(Dataset excerpts)
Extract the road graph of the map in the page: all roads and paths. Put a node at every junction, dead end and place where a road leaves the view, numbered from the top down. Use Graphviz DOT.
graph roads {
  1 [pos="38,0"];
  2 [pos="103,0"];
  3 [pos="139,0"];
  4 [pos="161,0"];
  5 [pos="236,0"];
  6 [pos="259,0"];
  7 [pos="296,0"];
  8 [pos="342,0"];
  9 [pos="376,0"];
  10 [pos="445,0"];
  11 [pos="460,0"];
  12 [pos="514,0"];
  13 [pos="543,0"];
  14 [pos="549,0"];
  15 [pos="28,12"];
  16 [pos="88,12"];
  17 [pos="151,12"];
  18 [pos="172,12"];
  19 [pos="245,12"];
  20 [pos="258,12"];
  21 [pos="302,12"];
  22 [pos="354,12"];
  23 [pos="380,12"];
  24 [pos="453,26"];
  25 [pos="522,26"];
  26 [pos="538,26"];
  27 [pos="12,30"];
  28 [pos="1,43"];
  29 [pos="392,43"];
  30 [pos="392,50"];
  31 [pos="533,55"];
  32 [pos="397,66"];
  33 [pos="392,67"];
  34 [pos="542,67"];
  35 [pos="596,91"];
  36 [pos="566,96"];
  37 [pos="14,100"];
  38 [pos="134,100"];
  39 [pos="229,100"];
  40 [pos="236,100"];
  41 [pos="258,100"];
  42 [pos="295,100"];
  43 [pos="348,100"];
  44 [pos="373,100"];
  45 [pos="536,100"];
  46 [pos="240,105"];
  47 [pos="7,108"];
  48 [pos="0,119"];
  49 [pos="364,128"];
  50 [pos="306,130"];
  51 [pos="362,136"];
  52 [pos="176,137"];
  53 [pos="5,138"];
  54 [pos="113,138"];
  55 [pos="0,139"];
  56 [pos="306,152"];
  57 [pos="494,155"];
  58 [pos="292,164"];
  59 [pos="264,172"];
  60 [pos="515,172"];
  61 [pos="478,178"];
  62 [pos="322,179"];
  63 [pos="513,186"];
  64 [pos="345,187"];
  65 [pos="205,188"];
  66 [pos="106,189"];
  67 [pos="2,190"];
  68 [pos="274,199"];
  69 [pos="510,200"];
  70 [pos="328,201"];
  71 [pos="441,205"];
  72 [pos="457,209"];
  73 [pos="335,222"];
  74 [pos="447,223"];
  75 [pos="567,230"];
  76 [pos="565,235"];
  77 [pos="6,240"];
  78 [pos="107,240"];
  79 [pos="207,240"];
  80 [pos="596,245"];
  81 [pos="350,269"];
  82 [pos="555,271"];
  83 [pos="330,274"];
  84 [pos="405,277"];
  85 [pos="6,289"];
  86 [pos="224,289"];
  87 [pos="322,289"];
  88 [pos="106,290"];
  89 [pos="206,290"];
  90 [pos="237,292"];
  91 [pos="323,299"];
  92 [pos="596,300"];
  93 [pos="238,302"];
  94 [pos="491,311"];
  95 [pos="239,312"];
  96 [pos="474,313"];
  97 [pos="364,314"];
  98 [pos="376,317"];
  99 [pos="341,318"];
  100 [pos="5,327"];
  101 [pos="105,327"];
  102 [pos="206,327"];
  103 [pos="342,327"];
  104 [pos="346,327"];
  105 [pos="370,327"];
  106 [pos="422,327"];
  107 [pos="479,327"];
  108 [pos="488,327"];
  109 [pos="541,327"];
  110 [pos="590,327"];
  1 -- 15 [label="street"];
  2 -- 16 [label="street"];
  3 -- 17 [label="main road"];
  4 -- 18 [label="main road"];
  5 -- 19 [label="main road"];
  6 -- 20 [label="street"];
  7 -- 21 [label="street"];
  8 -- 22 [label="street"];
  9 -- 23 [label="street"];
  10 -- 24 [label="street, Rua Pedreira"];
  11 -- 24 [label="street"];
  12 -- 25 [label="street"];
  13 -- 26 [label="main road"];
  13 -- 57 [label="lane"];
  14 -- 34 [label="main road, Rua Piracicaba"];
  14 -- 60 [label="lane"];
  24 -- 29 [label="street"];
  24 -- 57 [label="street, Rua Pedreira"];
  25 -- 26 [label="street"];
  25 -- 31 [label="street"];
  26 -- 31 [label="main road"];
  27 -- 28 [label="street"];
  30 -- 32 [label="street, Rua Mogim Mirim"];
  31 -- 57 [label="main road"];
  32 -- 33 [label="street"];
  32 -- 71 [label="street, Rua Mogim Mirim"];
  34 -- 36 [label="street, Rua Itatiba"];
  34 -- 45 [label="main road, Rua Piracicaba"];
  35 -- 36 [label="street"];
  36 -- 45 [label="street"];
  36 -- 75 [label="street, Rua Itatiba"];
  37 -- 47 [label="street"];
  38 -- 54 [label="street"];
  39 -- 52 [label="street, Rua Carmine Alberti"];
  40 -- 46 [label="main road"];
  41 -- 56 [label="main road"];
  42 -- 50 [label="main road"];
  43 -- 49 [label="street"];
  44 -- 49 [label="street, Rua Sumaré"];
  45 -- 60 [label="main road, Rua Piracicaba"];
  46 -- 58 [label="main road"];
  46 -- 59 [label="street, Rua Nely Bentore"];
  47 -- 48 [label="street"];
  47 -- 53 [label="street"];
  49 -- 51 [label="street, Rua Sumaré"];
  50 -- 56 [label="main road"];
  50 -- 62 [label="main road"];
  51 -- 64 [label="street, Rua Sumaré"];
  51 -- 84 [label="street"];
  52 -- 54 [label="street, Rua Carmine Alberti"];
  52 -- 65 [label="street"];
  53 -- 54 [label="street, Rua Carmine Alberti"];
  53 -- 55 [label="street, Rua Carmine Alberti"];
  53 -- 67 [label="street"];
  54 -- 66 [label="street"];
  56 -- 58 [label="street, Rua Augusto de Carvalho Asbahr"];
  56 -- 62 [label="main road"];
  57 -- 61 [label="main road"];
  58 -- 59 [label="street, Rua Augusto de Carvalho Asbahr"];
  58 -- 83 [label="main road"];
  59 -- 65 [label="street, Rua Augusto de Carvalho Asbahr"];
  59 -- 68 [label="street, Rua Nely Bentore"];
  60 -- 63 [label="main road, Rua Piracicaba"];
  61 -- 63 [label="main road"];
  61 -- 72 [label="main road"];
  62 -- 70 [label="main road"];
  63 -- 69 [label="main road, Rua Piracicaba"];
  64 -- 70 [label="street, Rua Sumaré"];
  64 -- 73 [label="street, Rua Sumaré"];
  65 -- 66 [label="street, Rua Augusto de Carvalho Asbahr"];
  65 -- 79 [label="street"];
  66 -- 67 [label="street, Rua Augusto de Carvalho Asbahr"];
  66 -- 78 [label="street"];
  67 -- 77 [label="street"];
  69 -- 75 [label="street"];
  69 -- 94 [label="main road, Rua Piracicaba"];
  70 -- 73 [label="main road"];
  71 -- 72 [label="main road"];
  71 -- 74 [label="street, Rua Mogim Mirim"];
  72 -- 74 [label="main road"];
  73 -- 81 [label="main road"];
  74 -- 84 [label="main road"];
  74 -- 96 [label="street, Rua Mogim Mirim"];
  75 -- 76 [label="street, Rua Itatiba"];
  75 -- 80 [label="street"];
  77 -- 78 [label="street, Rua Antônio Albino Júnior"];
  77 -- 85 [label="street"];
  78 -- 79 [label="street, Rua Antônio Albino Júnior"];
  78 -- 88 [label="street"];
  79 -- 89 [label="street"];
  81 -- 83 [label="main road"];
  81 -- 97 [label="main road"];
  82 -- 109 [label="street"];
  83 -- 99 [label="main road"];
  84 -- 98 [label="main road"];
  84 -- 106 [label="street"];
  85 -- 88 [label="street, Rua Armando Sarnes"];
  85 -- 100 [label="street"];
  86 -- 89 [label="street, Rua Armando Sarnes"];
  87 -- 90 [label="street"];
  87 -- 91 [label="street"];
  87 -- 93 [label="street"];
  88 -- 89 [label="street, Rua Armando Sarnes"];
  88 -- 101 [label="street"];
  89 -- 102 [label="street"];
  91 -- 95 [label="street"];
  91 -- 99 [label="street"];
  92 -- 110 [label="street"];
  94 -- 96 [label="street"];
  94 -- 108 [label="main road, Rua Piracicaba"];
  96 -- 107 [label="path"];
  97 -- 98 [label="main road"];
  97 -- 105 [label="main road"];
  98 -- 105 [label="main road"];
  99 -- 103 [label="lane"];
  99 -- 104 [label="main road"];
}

- Work to complete -
Reproduce each line of the entries in which the word "Mirim" is found.

- Response to this exercise -
  30 -- 32 [label="street, Rua Mogim Mirim"];
  32 -- 71 [label="street, Rua Mogim Mirim"];
  71 -- 74 [label="street, Rua Mogim Mirim"];
  74 -- 96 [label="street, Rua Mogim Mirim"];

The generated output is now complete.